• EXERCISE AIM:
Could you give back exactly the lines below from the one with "middle dip: (450, 36)" through the one with "middle pip: (826, 691)", without a single picture?

[Stored data]
☆ ☆ ☆ ☆ ☆

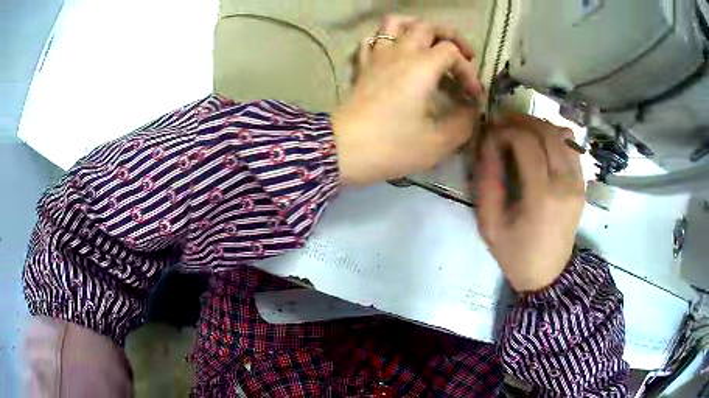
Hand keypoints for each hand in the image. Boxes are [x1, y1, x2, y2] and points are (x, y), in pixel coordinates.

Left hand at [332, 15, 483, 185]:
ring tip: (428, 44)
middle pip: (426, 25)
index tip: (473, 97)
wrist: (341, 151)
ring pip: (394, 24)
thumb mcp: (437, 143)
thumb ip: (463, 124)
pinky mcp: (361, 67)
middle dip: (450, 36)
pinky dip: (385, 41)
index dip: (468, 71)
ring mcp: (376, 56)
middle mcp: (399, 52)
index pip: (452, 52)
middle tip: (461, 56)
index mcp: (421, 66)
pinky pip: (370, 41)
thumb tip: (471, 111)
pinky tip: (393, 55)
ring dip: (415, 28)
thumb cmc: (391, 146)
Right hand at [474, 114, 584, 292]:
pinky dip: (554, 137)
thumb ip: (487, 181)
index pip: (526, 143)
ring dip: (539, 125)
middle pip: (546, 132)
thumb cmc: (515, 253)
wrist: (548, 275)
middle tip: (502, 124)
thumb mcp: (490, 224)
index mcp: (542, 195)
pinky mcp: (582, 184)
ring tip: (520, 131)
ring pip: (562, 134)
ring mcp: (578, 182)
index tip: (491, 134)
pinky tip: (540, 144)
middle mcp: (566, 183)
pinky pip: (572, 147)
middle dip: (521, 121)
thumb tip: (487, 142)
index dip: (505, 131)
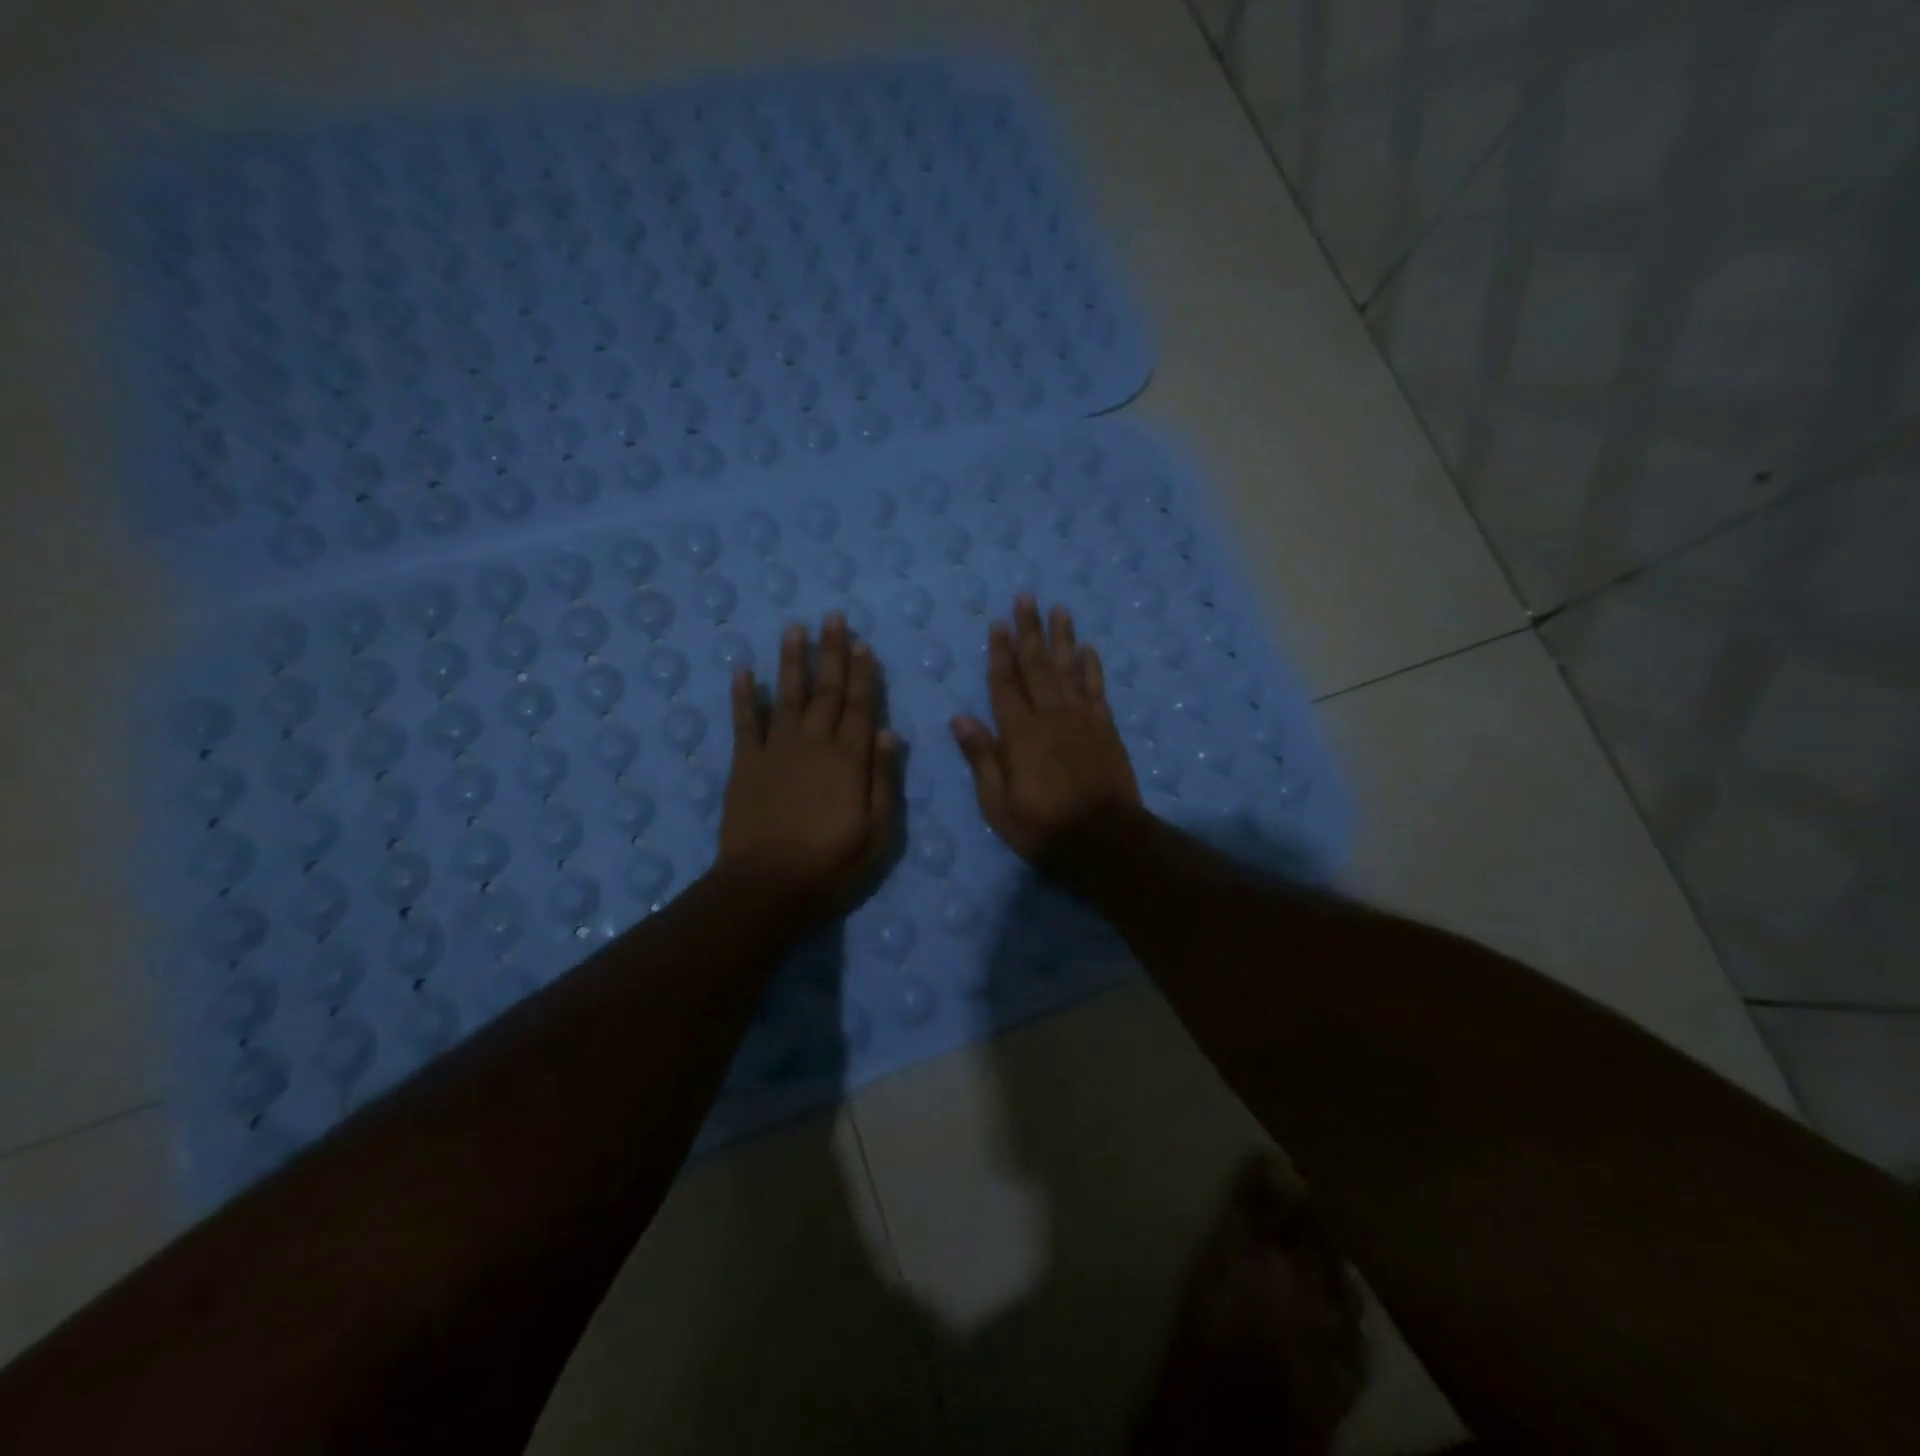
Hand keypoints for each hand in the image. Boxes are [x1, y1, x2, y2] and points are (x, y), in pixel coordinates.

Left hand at [720, 614, 899, 914]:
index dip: (863, 674)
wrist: (766, 888)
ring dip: (792, 661)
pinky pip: (744, 722)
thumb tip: (890, 731)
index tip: (864, 644)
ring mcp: (775, 751)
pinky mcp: (744, 765)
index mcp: (848, 760)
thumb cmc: (831, 866)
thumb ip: (884, 779)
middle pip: (826, 691)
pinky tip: (744, 670)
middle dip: (831, 653)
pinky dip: (744, 695)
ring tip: (795, 628)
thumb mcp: (878, 832)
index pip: (860, 707)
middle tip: (833, 618)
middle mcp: (813, 744)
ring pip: (787, 696)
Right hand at [951, 596, 1140, 858]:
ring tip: (1059, 609)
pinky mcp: (1105, 728)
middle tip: (1027, 598)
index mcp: (1019, 733)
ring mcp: (1082, 719)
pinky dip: (1092, 666)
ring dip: (1062, 637)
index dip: (999, 652)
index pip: (1005, 683)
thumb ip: (982, 758)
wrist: (1104, 839)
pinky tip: (1088, 648)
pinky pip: (1096, 688)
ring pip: (1069, 668)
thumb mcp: (997, 803)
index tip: (998, 623)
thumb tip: (959, 719)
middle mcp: (1050, 715)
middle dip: (1029, 630)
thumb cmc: (1042, 826)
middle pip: (1037, 665)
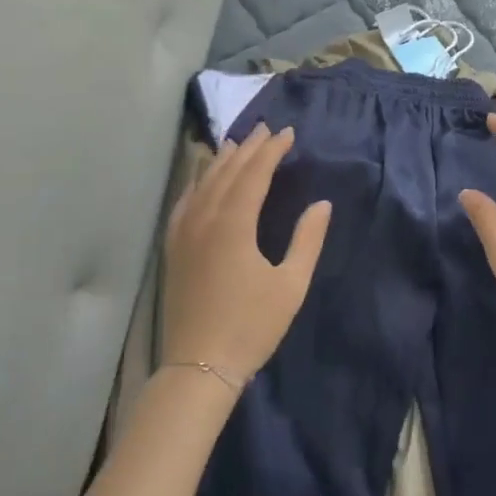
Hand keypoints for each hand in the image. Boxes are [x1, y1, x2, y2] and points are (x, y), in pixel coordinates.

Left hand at [160, 123, 331, 385]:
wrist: (199, 366)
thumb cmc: (251, 326)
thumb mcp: (290, 284)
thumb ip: (307, 240)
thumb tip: (322, 204)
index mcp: (234, 225)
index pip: (254, 175)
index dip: (271, 151)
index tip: (287, 133)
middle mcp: (205, 220)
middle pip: (227, 173)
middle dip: (248, 149)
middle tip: (265, 129)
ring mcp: (184, 234)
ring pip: (203, 184)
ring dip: (221, 161)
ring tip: (236, 143)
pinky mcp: (174, 249)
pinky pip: (184, 204)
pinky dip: (196, 184)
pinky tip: (201, 180)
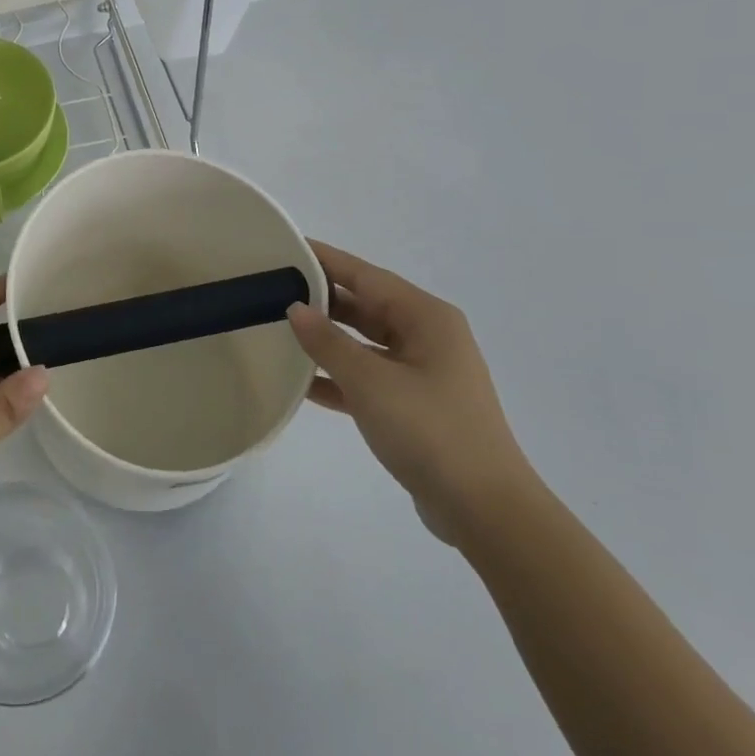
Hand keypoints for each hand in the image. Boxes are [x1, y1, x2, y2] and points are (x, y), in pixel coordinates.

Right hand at [286, 241, 536, 542]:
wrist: (483, 508)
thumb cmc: (429, 430)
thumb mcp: (370, 381)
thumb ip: (328, 343)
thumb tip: (296, 309)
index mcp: (426, 318)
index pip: (365, 275)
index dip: (325, 260)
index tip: (286, 247)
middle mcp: (427, 337)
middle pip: (365, 306)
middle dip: (321, 299)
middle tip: (272, 289)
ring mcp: (422, 372)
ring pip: (364, 342)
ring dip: (326, 339)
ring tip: (277, 328)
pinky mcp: (413, 405)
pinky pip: (367, 377)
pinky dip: (337, 376)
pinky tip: (301, 381)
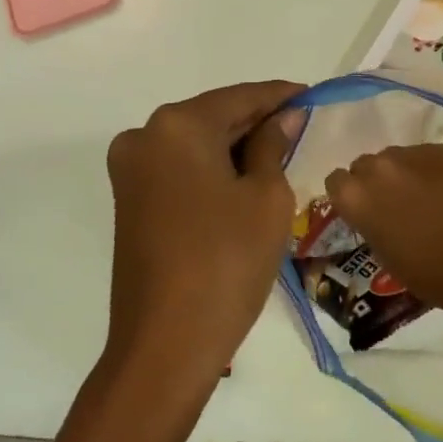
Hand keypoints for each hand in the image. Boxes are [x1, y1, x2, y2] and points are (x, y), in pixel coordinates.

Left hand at [104, 81, 304, 385]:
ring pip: (196, 142)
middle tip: (301, 125)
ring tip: (281, 152)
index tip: (312, 94)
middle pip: (214, 116)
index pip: (241, 97)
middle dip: (257, 120)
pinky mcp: (130, 199)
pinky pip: (180, 167)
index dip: (280, 95)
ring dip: (235, 145)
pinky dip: (213, 167)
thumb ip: (274, 145)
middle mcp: (145, 136)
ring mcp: (131, 169)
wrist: (164, 347)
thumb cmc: (226, 263)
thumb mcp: (266, 197)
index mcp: (177, 125)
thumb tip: (284, 117)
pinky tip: (245, 177)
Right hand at [323, 144, 442, 320]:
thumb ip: (369, 220)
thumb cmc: (425, 272)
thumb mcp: (382, 251)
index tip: (363, 209)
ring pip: (396, 157)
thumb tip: (375, 210)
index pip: (336, 181)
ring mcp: (410, 153)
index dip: (349, 195)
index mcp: (354, 195)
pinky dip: (431, 170)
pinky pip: (426, 155)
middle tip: (394, 204)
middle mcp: (376, 166)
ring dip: (402, 173)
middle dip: (375, 181)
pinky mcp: (441, 150)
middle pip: (365, 165)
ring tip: (425, 196)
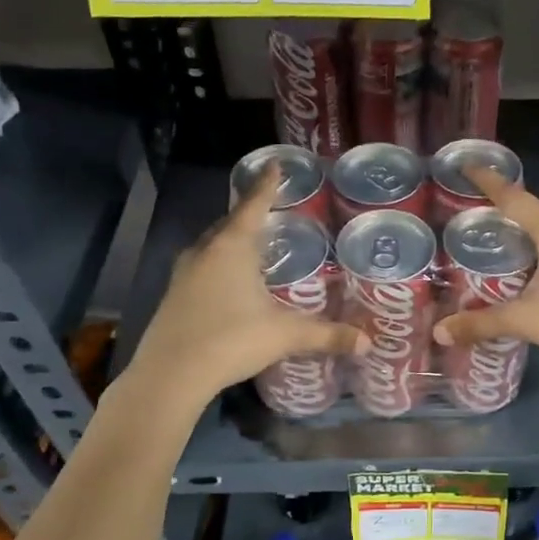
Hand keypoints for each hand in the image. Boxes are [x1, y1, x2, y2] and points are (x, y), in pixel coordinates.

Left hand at [131, 164, 364, 404]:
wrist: (170, 375)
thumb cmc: (231, 340)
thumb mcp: (285, 336)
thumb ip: (327, 335)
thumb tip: (368, 343)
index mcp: (233, 247)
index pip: (254, 205)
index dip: (268, 184)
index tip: (274, 164)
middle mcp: (205, 251)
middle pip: (230, 223)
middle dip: (250, 214)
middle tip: (272, 211)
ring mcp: (184, 272)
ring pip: (212, 245)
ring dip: (232, 240)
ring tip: (254, 245)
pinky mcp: (173, 295)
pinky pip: (202, 266)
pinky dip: (219, 264)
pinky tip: (231, 282)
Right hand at [432, 166, 538, 369]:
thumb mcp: (526, 321)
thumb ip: (482, 323)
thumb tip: (440, 332)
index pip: (515, 198)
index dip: (489, 182)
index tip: (469, 165)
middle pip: (537, 215)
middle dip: (512, 218)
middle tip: (485, 226)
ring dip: (536, 240)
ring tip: (512, 254)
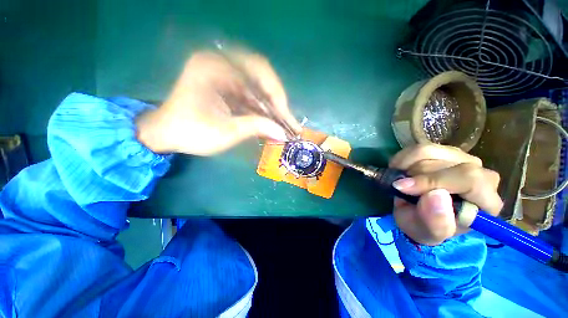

☆ ☆ ☆ ☆ ☆

• SOLUTION BELOW:
middle dip: (450, 36)
pinky dip: (385, 41)
index dip: (468, 71)
ring mcp: (376, 56)
middle mcp: (399, 52)
index pip: (452, 52)
middle tip: (461, 56)
index mcp: (421, 66)
pinky pip: (370, 41)
thumb tip: (471, 111)
pinky tip: (393, 55)
ring dip: (415, 28)
thumb cmc: (391, 146)
Right hand at [474, 114, 584, 292]:
pinky dip: (554, 137)
thumb ip: (487, 181)
index pip: (526, 143)
ring dip: (539, 125)
middle pip: (546, 132)
thumb cmc: (515, 253)
wrist: (548, 275)
middle tip: (502, 124)
thumb mcp: (490, 224)
index mcp: (542, 195)
pinky mcp: (582, 184)
ring tip: (520, 131)
ring pip: (562, 134)
ring mcp: (578, 182)
index tip: (491, 134)
pinky tip: (540, 144)
middle mcp: (566, 183)
pinky pip: (572, 147)
middle dip: (521, 121)
thumb tip: (487, 142)
index dip: (505, 131)
Hand keypoints for each hand in the image. Boxes are [x1, y1, x2, y2] and points are (x, y), in pixel coordinates.

Left hand at [720, 614, 899, 914]:
index dip: (863, 674)
wrist: (766, 888)
ring dip: (792, 661)
pinky pip: (744, 722)
thumb tip: (890, 731)
index tip: (864, 644)
ring mcp: (775, 751)
pinky mcp: (744, 765)
index mcp: (848, 760)
thumb cmc: (831, 866)
thumb ip: (884, 779)
middle pip: (826, 691)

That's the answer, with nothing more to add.